Studies of neurodevelopmental outcomes for children with low to moderate prenatal exposure to alcohol remain challenging and have significant limitations. As with all studies about lifestyle behaviors during pregnancy, exposure information may be subject to recall bias. This is especially true for alcohol because of social stigma associated with drinking during pregnancy, although in some locations such as Denmark, this may be less of an issue. Further, this study used only one measure of grapho-motor skills, the Draw-a-Person test. It is possible that this measure failed to detect very subtle effects below the exposure level of nine drinks per week or in the absence of binge episodes. Finally, although many covariates were included, the possibility of residual confounding from unaccounted factors remains.
6. Conclusion
This study showed decreased performance on the DAP for 5-year-old children who were prenatally exposed to nine or more alcoholic drinks per week and whose mothers experienced binge drinking episodes during early gestation. Very importantly, this study showed a significant interaction between average weekly consumption of alcohol during pregnancy and binge episodes. This finding indicates that studies of neurodevelopmental outcomes in relation to prenatal alcohol exposure should account both for average weekly consumption of alcohol and binge drinking episodes.

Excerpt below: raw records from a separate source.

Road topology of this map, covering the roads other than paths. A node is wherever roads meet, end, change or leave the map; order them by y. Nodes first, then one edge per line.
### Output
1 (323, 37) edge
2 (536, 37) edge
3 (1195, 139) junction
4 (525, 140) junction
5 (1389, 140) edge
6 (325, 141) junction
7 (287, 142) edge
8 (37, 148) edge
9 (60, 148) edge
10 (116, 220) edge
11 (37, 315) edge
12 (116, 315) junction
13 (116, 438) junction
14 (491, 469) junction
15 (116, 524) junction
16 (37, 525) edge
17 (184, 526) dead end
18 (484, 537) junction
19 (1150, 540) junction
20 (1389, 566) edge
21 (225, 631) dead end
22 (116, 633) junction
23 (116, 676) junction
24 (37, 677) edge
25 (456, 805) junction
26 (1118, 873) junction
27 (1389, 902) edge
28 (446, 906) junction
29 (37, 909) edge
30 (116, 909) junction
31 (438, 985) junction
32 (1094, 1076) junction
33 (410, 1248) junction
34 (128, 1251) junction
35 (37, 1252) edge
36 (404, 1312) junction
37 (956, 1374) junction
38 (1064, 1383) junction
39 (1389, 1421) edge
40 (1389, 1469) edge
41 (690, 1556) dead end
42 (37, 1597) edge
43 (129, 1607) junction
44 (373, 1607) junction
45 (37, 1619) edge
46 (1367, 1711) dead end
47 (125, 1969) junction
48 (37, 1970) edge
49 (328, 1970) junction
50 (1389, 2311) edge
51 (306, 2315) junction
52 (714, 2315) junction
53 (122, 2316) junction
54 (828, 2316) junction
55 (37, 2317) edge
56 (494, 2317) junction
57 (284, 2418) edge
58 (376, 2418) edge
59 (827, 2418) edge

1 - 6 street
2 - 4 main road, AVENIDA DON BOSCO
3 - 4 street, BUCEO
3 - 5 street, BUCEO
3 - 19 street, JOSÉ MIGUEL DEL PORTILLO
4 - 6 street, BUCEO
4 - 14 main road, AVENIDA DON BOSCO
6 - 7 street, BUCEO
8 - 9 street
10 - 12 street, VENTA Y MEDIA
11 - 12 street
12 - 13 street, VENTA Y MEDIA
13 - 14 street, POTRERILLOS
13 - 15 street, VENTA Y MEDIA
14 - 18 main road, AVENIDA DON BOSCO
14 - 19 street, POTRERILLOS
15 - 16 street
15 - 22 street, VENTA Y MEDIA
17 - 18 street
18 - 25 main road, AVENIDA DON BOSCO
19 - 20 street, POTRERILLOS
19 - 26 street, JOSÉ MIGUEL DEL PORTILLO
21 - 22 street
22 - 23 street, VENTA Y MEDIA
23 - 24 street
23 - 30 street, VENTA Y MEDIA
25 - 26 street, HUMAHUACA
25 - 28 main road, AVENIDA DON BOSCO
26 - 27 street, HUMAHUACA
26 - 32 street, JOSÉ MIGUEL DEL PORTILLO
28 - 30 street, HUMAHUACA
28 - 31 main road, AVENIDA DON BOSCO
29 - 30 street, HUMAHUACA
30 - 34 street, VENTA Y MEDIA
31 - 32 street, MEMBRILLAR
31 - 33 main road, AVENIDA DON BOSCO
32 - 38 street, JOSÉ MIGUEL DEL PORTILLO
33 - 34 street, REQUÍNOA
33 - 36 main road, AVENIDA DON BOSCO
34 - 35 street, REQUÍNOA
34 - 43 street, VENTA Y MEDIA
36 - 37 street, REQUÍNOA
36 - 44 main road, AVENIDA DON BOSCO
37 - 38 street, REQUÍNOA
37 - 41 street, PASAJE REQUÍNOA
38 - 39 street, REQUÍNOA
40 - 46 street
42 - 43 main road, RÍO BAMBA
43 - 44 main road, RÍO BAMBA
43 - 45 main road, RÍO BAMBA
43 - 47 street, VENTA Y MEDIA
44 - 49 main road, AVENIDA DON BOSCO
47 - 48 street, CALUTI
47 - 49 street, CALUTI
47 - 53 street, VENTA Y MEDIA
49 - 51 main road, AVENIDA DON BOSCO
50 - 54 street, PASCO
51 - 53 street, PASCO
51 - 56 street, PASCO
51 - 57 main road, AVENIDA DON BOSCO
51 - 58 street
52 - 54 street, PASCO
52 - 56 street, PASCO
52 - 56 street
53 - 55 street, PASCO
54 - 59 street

These findings support recommendations that women should not consume alcohol during pregnancy, and be especially aware of the dangers of binge drinking.
Acknowledgments
This study was primarily supported by the Centers for Disease Control and Prevention (CDC), Atlanta, Georgia, USA. Additional support was obtained from The Danish National Board of Health, the Lundbeck Foundation, Ludvig & Sara Elsass’ Foundation, the Augustinus Foundation, and Aase & Ejnar Danielsen’s Foundation.
The Danish National Research Foundation has established the Danish Epidemiology Science Centre that initiated and created the Danish National Birth Cohort. The cohort is furthermore a result of a major grant from this Foundation. Additional support for the Danish National Birth Cohort is obtained from the Pharmacy Foundation, the Egmont Foundation, the March of Dimes Birth Defects Foundation, the Augustinus Foundation, and the Health Foundation.
The authors would like to thank the participants for their time and efforts.
Footnotes
Interview questions for average weekly alcohol consumption and binge drinking were asked separately thus a woman could report no average weekly drinking and also a binge episode, however for analyses participants were grouped according to average intake. A total of 266 women reported no average consumption of alcohol and no binge episodes.
Disclaimer: The findings and conclusions of this report are those of the authors and do not necessarily represent the official position of the Centers for Disease Control and Prevention.